La légalité des ventes d'immeubles à taux réduit en cas de dépassement du délai pour passer l'acte authentique
Présentation des faits 1
La société anonyme « Sotrinvest », qui exerce des activités d'agent immobilier, a acheté un terrain le 28 février 2000, via une convention sous seing privé. Dans cette dernière, une clause prévoyait que l'acte authentique de vente serait passé devant notaire pour le 22 décembre 2000 au plus tard.

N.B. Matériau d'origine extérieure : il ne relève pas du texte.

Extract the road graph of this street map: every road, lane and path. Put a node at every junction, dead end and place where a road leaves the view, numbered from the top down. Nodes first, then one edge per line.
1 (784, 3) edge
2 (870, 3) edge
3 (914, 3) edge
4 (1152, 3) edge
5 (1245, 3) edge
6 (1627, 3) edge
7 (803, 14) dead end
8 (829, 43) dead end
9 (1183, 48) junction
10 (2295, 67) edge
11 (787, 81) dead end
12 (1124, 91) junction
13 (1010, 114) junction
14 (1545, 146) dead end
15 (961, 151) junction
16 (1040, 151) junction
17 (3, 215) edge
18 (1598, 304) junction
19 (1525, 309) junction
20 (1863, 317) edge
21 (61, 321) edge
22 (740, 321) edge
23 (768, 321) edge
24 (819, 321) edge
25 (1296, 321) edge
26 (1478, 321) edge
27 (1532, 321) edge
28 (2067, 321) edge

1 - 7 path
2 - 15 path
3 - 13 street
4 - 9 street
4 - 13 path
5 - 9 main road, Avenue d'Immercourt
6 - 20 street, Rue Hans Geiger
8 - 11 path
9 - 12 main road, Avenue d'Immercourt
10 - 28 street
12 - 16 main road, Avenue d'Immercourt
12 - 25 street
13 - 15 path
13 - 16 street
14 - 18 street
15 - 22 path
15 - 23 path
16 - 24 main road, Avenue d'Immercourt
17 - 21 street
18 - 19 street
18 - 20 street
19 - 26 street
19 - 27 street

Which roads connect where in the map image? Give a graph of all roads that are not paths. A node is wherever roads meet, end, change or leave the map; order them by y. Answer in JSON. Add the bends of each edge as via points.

Le 22 juin 2000, soit un peu moins de 4 mois après la signature du contrat, la convention a été enregistrée en profitant du taux réduit à 5 % prévu par l'article 62 du Code des droits d'enregistrement, d'hypothèque et de greffe, pour les ventes « de gré à gré et par acte authentique à des personnes qui exercent la profession d'acheter des immeubles en vue de la revente » 2. Suite à cet enregistrement de l'acte sous seing privé, le receveur du droit d'enregistrement a cependant demandé le paiement d'une somme complémentaire correspondant au taux habituel de 12,5 % diminué de la partie déjà payée. Cette demande a été maintenue, même après l'enregistrement de l'acte authentique de vente le 22 décembre 2000.

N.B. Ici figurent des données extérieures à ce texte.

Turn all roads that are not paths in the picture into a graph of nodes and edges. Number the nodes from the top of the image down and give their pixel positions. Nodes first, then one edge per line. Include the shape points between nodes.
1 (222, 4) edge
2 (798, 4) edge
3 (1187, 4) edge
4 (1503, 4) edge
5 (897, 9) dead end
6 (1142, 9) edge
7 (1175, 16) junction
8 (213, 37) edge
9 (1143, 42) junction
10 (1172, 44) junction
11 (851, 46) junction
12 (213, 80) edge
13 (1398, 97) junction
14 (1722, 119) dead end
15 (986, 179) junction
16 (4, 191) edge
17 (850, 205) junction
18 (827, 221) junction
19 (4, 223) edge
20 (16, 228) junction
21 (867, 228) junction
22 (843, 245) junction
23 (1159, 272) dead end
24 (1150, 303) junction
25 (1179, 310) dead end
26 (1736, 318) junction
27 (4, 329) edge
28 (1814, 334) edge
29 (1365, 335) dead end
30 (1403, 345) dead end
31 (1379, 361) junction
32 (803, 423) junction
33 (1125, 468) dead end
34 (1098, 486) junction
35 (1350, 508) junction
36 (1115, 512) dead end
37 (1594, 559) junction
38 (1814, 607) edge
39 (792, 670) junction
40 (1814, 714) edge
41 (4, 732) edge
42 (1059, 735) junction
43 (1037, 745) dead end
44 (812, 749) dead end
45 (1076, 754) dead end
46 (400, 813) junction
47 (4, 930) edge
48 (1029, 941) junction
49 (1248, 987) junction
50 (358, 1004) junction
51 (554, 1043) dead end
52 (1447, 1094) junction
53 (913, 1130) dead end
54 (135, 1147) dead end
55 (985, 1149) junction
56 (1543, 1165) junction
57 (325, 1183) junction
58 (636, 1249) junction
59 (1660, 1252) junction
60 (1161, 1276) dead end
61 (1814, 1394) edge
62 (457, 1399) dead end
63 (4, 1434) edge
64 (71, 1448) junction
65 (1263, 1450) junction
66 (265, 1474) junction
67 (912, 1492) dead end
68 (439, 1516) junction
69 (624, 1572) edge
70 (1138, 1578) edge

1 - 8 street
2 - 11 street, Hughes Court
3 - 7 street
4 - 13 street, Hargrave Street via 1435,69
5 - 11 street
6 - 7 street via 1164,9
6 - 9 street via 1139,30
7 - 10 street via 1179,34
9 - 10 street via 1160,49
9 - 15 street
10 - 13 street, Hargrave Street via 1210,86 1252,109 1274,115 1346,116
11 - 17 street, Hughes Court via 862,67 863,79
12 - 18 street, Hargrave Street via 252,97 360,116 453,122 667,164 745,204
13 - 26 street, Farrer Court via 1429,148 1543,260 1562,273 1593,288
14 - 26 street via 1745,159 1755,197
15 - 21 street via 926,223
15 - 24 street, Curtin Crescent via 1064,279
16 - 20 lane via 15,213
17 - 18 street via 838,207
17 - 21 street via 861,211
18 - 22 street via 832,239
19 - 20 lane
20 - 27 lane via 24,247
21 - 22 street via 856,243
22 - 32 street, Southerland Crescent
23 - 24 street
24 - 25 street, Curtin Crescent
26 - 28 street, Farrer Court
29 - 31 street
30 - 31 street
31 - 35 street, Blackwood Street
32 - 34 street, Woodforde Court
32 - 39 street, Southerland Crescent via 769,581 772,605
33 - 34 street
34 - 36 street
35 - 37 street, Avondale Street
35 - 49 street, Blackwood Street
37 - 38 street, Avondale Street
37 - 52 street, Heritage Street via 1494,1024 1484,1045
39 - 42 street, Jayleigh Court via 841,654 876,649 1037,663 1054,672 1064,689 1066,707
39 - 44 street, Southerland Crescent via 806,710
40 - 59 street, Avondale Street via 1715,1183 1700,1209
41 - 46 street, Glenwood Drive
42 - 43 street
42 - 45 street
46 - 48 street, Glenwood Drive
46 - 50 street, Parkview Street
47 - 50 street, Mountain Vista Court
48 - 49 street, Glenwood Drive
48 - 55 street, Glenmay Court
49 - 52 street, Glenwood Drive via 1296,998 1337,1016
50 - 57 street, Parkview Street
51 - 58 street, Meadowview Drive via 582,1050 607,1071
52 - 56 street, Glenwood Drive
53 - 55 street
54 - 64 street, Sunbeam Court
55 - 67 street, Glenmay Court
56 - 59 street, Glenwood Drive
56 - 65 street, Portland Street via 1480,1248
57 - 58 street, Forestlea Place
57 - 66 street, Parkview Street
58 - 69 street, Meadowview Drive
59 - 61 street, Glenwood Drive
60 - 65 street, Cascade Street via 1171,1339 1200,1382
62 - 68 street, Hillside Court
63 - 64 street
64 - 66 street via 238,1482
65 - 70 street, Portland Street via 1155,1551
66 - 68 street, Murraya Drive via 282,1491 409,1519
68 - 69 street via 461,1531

La SA « Sotrinvest » fit opposition à la contrainte de payer devant le premier juge, qui déclara cette opposition fondée. La Cour d'appel de Bruxelles dira l'inverse. « Sotrinvest » se pourvut alors en cassation, qui posa une question à la Cour constitutionnelle.
La Cour de cassation demande à la Cour constitutionnelle si la différence de traitement entre deux professionnels de l'achat et la revente de biens immobiliers, fonction qu'ils présentent d'abord ou non à l'enregistrement l'acte sous seing privé ou l'acte authentique, contrevenait au principe d'égalité ou aux articles 10, 11 et 172 de la Constitution.
Arrêt de la Cour constitutionnelle
La Cour répond que la différence de traitement qui existe — un professionnel faisant d'abord enregistrer l'acte sous seing privé sans faire enregistrer l'acte authentique dans les 4 mois étant redevable du taux normal de 12,5 % — est non manifestement disproportionnée par rapport au but poursuivi par le législateur.
Elle se base, pour le déterminer, sur la ratio legis de la disposition, introduite par l'arrêté royal du 30 novembre 1939 « contenant le code des droits d'enregistrement, d'hypothèque et de greffe », qui est exposée dans le rapport au Roi préalable.
Ainsi, l'exigence d'un acte authentique est nécessaire, non seulement pour faciliter la vente des immeubles et pour garantir les droits du trésor, mais aussi pour assurer la transparence du commerce des immeubles en protégeant les acheteurs. Ainsi, une personne qui achètera un bien immobilier à un professionnel disposera de toutes les garanties quant au titre de propriété de celui-ci, ce que peut seul garantir l'acte authentique.
Bon à savoir
Pour pouvoir bénéficier du taux préférentiel dérogatoire de 5 % au lieu de 12,5 % 3, prévu par l'article 62 du Code des droits d'enregistrement, d'hypothèque et de greffe, il faut respecter plusieurs conditions 4, notamment :
- La vente effectuée doit être faite de gré à gré, ce qui signifie simplement qu'un accord doit intervenir entre le vendeur et l'acheteur, selon des conditions définies et éventuellement via un intermédiaire 5. L'achat ne peut donc pas se faire en vente publique ;
- La vente doit être effectuée au profit d'une personne qui exerce la profession d'acheter des immeubles en vue de les revendre, ce qui couvre les agents immobiliers mais qui peut être plus vaste ;
- La vente doit être enregistrée par acte authentique, au plus tard dans les 4 mois 6 de la passation de l'acte translatif de propriété. À défaut de cela, lors d'une convention qui définirait un délai plus long pour la passation de l'acte authentique, la cotisation de 12,5 % sera due par le professionnel.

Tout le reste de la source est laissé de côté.